Task description
Report each line of the records below that uses the word "Sampaio".

Data
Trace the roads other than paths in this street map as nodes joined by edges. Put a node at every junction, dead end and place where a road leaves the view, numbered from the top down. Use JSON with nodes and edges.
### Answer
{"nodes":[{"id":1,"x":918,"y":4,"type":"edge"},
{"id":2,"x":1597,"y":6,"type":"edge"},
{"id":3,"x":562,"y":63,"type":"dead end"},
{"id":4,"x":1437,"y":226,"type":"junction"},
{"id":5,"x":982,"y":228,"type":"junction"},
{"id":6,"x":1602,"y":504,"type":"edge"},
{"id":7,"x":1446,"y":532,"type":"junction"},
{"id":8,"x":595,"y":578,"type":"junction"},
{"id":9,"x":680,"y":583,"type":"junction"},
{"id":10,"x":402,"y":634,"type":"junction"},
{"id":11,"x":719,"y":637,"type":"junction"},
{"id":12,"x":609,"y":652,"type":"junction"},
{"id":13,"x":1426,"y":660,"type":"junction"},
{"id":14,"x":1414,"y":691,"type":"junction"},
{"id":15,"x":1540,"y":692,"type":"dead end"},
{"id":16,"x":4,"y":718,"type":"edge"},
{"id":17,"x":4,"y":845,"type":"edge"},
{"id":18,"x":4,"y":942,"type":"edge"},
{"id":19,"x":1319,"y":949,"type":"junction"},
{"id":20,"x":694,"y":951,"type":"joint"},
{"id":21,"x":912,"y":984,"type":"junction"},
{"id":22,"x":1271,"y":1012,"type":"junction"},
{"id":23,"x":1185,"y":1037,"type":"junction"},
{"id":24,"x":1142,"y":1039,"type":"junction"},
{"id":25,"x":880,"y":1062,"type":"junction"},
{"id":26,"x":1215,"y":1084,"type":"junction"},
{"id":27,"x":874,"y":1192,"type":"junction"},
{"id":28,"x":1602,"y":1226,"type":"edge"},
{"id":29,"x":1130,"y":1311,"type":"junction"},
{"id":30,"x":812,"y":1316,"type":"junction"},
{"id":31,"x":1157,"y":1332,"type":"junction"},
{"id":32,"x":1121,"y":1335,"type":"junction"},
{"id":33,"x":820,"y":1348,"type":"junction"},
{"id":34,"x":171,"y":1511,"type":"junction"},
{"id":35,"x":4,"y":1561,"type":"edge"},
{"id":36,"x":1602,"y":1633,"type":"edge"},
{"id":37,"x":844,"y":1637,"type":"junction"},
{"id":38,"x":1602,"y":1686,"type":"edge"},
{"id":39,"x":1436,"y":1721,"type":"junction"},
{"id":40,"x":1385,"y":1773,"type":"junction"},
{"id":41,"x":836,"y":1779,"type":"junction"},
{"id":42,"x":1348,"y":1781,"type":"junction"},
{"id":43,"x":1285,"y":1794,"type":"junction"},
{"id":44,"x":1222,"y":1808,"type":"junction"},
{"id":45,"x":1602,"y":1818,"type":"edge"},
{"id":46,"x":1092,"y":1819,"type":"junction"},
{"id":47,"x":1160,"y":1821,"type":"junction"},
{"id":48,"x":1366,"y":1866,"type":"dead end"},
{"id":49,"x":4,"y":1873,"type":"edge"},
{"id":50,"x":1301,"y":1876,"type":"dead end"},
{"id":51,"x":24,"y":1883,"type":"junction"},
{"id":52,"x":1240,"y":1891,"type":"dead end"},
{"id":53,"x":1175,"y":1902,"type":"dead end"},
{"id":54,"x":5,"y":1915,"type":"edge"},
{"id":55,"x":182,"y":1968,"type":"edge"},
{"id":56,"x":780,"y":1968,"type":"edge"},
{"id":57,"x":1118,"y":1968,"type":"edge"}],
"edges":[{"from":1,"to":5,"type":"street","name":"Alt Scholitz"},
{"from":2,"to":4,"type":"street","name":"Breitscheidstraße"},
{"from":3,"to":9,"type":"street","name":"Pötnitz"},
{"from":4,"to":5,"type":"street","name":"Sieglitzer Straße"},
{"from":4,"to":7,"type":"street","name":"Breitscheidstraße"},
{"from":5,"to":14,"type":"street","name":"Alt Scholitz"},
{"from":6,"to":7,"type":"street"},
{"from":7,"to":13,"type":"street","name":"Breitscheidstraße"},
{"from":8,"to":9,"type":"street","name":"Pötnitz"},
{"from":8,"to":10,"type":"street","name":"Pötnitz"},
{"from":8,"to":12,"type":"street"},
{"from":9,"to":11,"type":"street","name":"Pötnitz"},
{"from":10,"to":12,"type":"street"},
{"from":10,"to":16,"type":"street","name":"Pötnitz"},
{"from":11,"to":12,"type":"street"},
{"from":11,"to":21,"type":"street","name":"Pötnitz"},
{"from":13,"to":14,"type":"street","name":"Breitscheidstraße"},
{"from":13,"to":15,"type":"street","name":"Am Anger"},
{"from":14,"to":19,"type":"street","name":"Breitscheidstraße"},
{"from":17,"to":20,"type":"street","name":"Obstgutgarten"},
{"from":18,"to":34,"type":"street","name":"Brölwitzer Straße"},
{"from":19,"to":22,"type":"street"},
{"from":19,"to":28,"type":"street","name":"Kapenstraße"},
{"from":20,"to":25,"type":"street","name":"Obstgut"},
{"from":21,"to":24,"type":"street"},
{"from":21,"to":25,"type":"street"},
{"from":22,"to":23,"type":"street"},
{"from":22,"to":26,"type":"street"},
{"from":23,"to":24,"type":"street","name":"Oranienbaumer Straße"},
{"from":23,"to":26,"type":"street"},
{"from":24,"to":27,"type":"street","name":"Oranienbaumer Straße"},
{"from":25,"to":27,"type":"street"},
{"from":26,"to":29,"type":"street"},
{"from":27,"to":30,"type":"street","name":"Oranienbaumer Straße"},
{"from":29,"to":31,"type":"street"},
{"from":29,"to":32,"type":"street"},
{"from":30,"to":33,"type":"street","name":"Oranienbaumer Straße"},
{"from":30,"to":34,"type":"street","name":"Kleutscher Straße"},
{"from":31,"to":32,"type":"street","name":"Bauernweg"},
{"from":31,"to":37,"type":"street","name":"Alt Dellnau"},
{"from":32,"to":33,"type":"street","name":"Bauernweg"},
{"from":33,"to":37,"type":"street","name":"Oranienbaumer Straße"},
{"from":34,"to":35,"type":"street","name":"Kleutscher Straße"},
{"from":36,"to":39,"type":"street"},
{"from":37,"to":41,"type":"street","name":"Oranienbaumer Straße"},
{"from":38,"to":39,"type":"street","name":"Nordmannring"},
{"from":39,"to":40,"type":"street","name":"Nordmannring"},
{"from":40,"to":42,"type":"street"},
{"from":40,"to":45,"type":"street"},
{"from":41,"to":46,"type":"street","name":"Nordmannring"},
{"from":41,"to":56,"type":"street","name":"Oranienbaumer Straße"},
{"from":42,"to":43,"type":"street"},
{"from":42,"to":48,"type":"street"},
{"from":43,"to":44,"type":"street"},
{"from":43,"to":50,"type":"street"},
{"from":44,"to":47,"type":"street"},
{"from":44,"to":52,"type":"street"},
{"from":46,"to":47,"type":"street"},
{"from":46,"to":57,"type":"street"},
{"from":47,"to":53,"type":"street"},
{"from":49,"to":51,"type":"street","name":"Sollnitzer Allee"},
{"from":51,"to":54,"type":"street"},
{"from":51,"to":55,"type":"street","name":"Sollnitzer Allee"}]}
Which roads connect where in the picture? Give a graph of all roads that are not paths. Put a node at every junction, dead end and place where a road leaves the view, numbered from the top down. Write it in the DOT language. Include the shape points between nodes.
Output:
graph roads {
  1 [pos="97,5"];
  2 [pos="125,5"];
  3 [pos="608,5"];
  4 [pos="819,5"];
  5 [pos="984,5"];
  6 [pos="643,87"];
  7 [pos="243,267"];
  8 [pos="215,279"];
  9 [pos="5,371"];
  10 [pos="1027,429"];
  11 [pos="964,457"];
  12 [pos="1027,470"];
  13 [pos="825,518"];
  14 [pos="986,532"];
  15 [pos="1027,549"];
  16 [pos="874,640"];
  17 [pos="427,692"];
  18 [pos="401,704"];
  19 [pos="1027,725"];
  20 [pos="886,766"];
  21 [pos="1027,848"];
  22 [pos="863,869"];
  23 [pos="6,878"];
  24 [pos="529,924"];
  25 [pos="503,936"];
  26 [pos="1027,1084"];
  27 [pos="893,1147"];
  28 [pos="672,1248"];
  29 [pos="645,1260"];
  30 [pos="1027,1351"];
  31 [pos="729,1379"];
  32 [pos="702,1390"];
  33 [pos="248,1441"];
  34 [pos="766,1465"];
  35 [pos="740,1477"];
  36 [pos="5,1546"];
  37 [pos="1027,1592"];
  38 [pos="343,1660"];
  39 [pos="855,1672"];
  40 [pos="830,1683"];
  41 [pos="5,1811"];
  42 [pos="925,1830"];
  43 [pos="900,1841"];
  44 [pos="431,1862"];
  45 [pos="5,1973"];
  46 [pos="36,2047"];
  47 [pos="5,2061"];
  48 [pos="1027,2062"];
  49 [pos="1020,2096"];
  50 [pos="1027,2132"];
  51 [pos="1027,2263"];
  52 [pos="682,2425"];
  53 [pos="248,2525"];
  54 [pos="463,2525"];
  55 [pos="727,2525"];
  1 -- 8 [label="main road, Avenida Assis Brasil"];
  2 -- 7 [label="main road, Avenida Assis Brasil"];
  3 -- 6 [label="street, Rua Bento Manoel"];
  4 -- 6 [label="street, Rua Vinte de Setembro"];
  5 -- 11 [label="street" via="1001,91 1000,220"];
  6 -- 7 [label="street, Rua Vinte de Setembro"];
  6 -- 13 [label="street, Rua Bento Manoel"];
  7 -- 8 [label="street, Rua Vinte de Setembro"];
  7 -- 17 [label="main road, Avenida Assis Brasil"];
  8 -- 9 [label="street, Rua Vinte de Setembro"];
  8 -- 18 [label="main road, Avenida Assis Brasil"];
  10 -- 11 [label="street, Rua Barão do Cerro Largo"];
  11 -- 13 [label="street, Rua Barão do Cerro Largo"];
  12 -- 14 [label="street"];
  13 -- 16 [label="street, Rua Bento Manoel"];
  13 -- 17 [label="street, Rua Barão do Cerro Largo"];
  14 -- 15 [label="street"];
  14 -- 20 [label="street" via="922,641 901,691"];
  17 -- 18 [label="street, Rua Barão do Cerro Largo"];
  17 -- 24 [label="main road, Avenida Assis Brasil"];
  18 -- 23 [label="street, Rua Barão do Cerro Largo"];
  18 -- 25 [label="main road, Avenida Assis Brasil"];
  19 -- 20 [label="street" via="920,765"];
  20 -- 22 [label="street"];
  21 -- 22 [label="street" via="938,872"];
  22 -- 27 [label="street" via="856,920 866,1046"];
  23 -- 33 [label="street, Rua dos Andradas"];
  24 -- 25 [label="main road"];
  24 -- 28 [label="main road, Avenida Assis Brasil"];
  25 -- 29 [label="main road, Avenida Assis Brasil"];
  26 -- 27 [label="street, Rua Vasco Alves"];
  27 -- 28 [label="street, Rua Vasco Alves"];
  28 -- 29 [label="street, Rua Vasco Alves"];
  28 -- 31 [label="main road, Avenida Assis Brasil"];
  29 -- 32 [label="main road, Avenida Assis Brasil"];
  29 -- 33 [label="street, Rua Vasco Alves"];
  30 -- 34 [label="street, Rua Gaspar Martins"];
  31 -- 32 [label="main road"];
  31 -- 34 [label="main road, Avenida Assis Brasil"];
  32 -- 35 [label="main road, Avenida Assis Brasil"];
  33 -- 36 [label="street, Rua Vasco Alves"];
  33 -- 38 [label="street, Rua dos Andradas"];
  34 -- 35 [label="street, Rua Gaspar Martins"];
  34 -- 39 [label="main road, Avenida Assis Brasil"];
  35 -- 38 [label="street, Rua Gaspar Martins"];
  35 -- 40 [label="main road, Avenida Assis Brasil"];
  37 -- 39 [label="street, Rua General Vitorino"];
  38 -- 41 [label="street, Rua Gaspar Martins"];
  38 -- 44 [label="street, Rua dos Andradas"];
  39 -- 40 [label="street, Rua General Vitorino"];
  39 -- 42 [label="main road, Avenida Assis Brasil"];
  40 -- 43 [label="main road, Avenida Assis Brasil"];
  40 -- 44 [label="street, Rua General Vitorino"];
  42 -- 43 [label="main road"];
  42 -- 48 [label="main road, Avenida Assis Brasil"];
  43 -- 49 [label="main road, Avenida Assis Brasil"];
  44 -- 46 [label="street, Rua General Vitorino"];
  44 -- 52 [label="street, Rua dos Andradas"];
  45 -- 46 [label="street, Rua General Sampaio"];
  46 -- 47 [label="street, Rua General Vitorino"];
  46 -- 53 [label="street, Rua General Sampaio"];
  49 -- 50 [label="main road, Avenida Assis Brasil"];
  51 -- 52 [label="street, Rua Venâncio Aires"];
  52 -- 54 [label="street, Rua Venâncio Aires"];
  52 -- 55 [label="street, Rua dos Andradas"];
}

Answer to this exercise
  45 -- 46 [label="street, Rua General Sampaio"];
  46 -- 53 [label="street, Rua General Sampaio"];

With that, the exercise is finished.